--- Data for this exercise ---

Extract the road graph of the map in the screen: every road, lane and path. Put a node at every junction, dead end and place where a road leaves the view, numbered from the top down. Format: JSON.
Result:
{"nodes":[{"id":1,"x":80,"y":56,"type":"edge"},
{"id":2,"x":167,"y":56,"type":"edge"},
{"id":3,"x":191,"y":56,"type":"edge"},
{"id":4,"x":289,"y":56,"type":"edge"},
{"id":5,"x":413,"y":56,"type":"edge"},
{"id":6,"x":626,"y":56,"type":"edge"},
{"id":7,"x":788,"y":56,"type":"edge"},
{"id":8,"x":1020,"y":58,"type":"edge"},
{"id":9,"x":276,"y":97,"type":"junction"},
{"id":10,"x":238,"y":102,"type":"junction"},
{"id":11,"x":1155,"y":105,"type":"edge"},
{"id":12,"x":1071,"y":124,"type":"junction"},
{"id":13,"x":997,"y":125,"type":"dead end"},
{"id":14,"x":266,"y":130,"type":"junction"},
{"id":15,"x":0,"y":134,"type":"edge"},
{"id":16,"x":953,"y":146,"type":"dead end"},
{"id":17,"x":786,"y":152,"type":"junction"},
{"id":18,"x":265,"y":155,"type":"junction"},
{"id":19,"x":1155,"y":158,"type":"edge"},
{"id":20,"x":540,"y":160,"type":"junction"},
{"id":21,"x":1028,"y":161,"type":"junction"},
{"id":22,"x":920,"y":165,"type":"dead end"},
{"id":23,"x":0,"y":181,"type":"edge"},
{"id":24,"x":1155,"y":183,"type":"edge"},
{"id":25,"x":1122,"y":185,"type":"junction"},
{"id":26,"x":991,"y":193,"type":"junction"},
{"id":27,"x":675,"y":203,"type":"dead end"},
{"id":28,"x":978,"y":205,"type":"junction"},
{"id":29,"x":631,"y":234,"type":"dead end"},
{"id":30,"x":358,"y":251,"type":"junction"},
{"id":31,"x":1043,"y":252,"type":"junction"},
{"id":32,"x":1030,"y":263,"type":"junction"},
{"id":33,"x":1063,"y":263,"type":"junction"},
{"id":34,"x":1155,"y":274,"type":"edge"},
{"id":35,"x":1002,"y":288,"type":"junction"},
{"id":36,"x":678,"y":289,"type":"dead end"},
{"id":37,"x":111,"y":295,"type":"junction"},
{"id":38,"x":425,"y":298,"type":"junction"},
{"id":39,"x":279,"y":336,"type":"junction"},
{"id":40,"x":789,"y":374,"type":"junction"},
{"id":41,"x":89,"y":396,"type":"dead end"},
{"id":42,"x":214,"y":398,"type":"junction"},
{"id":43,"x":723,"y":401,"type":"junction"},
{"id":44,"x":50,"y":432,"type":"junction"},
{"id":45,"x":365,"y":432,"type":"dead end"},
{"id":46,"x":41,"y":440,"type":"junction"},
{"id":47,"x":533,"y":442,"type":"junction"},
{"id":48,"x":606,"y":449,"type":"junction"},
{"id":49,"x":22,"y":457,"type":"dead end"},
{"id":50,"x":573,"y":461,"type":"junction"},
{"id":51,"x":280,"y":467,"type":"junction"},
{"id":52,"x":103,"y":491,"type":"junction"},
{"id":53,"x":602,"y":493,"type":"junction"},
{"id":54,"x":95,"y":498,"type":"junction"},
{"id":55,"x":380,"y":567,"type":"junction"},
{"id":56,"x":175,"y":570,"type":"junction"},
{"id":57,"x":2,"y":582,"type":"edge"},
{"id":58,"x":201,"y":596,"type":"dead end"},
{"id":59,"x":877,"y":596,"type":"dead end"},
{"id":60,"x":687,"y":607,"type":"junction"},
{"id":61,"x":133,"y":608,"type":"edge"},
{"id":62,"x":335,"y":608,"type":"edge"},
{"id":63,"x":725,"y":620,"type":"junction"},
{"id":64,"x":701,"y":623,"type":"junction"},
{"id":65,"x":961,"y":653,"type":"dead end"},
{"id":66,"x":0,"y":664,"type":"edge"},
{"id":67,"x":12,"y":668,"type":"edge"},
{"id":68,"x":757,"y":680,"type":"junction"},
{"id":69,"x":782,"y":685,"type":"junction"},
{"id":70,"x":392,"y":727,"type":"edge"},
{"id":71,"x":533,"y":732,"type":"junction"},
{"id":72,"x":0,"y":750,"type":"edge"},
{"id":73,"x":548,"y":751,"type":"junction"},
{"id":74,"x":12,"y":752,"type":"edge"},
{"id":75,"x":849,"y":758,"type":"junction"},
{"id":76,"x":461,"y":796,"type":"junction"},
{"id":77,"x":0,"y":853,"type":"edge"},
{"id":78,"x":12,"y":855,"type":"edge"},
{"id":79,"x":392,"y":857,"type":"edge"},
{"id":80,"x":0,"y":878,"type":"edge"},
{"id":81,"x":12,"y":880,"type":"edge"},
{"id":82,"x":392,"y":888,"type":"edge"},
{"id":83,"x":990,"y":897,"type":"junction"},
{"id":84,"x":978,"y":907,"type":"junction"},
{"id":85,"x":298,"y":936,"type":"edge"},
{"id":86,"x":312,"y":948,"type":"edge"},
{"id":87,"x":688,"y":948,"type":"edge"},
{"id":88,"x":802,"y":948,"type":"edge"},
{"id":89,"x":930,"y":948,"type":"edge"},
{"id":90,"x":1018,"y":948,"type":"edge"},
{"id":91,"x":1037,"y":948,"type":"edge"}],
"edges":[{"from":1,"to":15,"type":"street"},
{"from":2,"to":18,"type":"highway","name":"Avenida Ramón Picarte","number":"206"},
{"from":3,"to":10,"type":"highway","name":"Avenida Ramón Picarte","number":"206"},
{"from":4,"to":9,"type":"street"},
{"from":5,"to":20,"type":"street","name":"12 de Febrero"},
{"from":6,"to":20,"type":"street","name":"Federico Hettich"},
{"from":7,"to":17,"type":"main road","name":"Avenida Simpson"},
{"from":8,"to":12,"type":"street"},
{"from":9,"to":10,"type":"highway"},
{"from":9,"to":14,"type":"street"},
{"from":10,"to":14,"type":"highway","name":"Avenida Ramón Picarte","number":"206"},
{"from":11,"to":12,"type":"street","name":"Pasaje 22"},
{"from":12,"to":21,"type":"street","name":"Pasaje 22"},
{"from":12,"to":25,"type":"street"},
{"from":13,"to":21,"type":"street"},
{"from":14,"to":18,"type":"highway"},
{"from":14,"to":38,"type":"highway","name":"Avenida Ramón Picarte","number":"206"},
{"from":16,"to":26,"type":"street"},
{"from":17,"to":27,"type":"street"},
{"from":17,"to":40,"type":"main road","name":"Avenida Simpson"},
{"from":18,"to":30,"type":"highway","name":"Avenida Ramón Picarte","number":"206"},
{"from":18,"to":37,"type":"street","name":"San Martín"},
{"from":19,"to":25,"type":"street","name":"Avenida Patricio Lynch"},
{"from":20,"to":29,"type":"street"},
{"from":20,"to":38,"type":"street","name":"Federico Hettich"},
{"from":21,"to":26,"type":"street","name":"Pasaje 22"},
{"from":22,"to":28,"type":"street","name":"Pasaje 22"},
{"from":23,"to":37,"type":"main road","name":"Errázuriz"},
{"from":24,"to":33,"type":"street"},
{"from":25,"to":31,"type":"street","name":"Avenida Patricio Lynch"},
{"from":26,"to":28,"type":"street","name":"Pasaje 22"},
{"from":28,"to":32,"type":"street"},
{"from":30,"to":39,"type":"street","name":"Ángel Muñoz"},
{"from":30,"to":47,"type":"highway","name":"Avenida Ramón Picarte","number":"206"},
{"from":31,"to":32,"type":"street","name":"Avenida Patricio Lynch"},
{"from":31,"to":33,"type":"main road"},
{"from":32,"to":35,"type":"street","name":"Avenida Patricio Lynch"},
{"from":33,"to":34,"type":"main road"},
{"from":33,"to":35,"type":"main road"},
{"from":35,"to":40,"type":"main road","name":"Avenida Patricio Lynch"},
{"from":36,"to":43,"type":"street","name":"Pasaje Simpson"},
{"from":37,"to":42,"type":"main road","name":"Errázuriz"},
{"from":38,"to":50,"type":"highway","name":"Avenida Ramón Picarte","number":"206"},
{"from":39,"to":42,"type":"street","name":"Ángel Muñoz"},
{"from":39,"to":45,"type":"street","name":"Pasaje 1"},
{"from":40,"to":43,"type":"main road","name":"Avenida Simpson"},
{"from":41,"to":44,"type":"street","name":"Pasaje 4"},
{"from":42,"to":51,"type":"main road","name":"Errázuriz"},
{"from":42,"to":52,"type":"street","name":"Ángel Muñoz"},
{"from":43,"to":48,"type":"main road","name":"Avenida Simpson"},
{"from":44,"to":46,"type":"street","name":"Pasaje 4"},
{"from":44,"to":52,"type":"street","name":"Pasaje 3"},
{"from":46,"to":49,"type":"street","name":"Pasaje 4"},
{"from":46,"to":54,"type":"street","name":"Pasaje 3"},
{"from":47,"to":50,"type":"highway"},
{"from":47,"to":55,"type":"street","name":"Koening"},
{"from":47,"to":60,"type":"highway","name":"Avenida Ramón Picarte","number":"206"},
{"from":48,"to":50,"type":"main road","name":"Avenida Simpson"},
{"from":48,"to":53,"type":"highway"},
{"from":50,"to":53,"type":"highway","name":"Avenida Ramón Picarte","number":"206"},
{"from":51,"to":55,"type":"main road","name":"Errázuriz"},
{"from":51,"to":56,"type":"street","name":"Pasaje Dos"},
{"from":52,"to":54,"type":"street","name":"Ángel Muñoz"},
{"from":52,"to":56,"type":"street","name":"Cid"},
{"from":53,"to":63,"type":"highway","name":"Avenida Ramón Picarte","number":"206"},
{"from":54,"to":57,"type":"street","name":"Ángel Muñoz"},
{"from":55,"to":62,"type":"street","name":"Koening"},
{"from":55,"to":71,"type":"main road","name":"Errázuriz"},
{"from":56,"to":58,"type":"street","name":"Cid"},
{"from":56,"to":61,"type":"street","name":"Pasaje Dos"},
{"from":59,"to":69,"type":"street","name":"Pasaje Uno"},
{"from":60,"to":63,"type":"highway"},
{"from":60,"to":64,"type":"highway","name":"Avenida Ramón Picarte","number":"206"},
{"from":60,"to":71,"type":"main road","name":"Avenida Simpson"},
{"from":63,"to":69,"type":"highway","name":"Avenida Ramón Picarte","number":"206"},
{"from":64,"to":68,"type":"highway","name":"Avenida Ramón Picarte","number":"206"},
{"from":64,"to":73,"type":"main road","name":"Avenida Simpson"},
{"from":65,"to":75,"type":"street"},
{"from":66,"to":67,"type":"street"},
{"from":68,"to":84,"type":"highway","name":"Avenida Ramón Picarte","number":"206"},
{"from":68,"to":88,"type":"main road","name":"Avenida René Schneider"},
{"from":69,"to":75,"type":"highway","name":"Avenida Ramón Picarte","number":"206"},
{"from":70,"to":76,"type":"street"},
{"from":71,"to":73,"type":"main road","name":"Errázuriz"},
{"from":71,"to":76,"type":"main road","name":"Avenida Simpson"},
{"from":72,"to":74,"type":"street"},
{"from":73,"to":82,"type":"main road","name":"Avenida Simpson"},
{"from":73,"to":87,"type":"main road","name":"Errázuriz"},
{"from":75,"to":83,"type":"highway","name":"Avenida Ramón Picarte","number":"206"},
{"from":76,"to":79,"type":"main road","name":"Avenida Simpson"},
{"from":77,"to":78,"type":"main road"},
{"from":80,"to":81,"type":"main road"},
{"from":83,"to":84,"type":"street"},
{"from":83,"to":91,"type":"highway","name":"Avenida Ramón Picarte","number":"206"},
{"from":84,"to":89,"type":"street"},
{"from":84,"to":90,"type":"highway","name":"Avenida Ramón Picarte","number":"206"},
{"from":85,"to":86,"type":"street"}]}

---

:: What the task asks ::
Report all lines in the listing above that contain the word "Lynch".

:: Output for this exercise ::
{"from":19,"to":25,"type":"street","name":"Avenida Patricio Lynch"},
{"from":25,"to":31,"type":"street","name":"Avenida Patricio Lynch"},
{"from":31,"to":32,"type":"street","name":"Avenida Patricio Lynch"},
{"from":32,"to":35,"type":"street","name":"Avenida Patricio Lynch"},
{"from":35,"to":40,"type":"main road","name":"Avenida Patricio Lynch"},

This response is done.